WORK REQUIRED. Each line containing the word "Boyne" must be copied from the material below.

-*-*-

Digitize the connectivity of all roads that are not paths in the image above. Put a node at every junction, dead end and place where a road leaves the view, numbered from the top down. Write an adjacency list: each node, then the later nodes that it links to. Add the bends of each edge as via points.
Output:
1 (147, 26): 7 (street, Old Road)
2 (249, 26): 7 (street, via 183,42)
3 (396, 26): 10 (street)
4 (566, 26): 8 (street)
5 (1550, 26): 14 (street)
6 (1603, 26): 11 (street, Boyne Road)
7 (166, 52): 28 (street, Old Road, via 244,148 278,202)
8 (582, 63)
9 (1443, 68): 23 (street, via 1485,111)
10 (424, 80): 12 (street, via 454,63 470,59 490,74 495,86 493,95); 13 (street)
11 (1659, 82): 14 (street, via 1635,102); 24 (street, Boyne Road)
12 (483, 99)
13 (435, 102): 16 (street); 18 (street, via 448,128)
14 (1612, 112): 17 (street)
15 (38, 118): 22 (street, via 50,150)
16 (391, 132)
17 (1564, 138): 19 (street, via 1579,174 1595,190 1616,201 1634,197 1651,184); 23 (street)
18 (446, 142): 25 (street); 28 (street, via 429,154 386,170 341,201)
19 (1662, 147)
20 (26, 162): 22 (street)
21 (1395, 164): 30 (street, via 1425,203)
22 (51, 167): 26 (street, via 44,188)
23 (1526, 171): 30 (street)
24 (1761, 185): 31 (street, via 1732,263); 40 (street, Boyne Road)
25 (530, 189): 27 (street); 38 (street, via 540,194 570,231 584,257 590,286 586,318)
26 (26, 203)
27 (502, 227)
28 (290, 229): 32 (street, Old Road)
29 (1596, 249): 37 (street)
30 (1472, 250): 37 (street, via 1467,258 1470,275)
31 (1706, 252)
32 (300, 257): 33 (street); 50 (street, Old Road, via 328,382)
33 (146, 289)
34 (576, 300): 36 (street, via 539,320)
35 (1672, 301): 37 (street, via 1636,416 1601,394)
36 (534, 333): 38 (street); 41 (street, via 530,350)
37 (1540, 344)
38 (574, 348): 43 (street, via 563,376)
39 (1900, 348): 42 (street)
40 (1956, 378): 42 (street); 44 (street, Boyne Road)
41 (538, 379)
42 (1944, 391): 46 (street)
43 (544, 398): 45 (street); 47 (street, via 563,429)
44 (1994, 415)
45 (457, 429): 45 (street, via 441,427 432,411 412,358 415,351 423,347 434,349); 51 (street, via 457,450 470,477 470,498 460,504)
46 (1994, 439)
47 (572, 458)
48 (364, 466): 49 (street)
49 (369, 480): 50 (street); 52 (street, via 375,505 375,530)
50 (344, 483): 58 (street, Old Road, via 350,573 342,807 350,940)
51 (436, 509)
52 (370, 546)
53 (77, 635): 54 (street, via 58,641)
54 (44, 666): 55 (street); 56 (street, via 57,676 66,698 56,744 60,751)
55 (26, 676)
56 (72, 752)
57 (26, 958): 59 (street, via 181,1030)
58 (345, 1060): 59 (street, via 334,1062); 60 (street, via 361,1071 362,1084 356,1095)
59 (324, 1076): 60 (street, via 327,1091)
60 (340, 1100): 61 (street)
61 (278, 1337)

-*-*-

THE ANSWER.
6 (1603, 26): 11 (street, Boyne Road)
11 (1659, 82): 14 (street, via 1635,102); 24 (street, Boyne Road)
24 (1761, 185): 31 (street, via 1732,263); 40 (street, Boyne Road)
40 (1956, 378): 42 (street); 44 (street, Boyne Road)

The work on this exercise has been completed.